When extending NoDb, prefer these utilities over bespoke implementations—custom locking or logging code frequently regresses cross-worker behavior. See the module docstring in wepppy/nodb/base.py for deeper context and example usage.

Lock Contention and Retry Pattern

Multi-worker tasks (RQ, API workers) can collide on the same NoDb lock. When with controller.locked(): cannot acquire the Redis lock, NoDbAlreadyLockedError is raised. Use a short retry loop with backoff for lightweight metadata writes. Avoid keeping locks open across long-running operations.

Example pattern:

from wepppy.nodb.base import NoDbAlreadyLockedError
import time

max_tries = 5
for attempt in range(max_tries):
    try:
        controller = Controller.getInstance(wd)
        with controller.locked():
            controller.some_field = value
    except NoDbAlreadyLockedError:
        if attempt + 1 == max_tries:
            logger.warning("NoDb lock busy after %d retries", max_tries)
            break
        time.sleep(1.0)
    else:
        break

Guidelines:

  • Keep lock scope minimal; do I/O outside the lock when possible.
  • For optional metadata (job IDs, timestamps), log and skip after retries.
  • For critical state changes, bubble the exception so the caller can fail fast.

Path Placeholders in Configs

NoDb configs reference large, location-specific datasets through placeholders that config_get_path() resolves at runtime:

  • MODS_DIR expands to wepppy/nodb/mods, keeping legacy bundles inside the repo.
  • EXTENDED_MODS_DATA points to heavy datasets that now live outside the repo.
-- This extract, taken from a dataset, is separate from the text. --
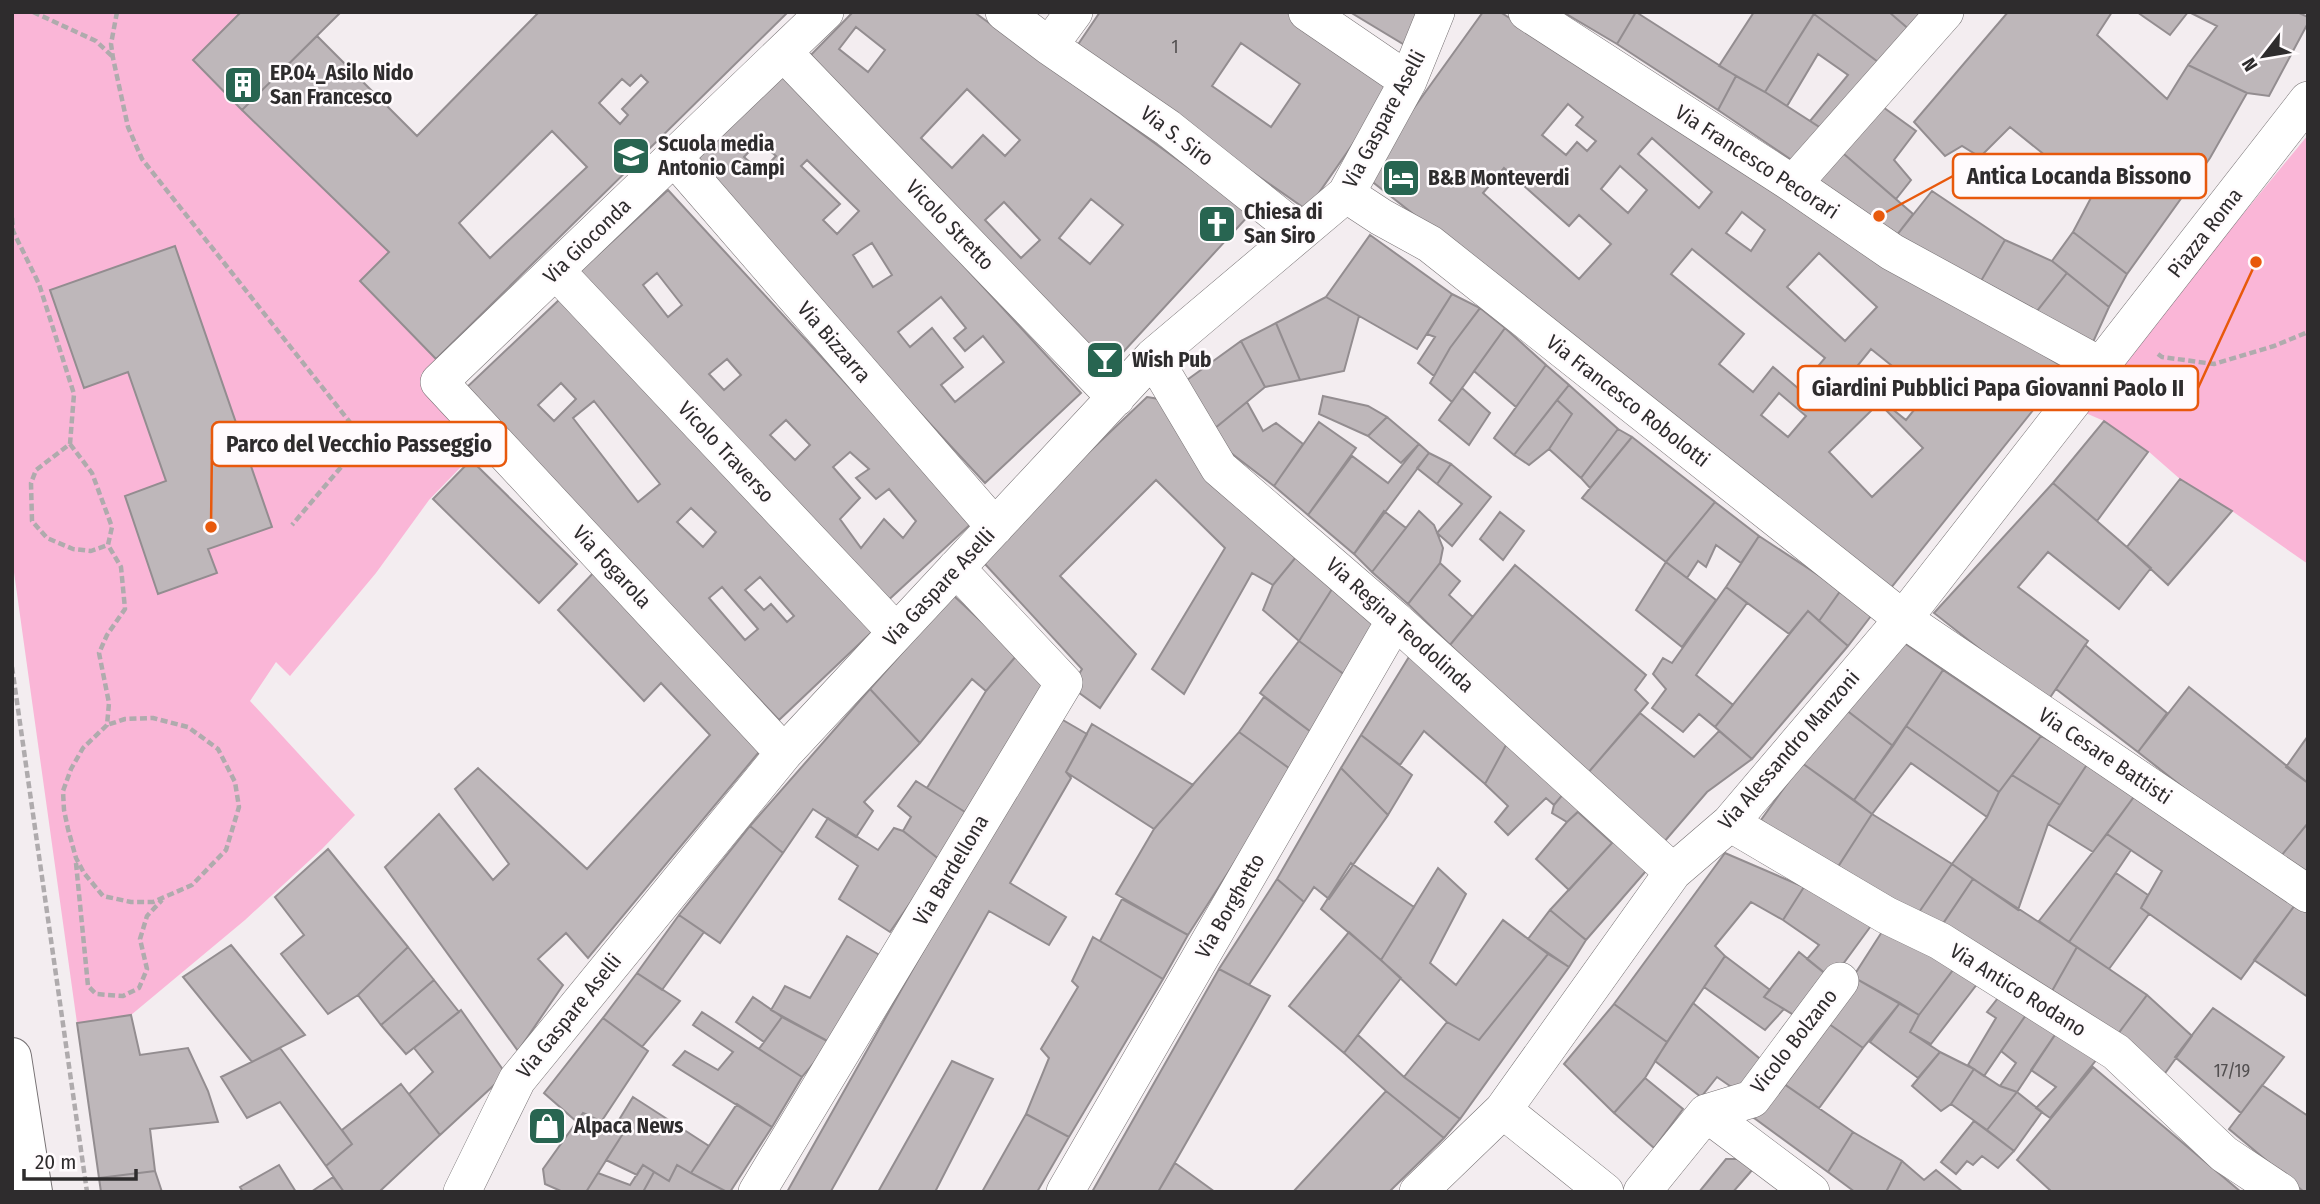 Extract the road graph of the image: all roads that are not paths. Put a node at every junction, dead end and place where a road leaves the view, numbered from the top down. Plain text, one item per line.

The resolver honors the EXTENDED_MODS_DATA environment variable, falling back to the default bind mounts (/wc1/geodata/extended_mods_data, /geodata/extended_mods_data) or the legacy mods/locations folder when the external volumes are unavailable.

Use the helper script python wepppy/nodb/scripts/update_extended_mods_data.py --apply whenever locations (Portland, Seattle, Lake Tahoe) need to be relinked to the external bundle; the script rewrites the .cfg files to use the placeholder consistently.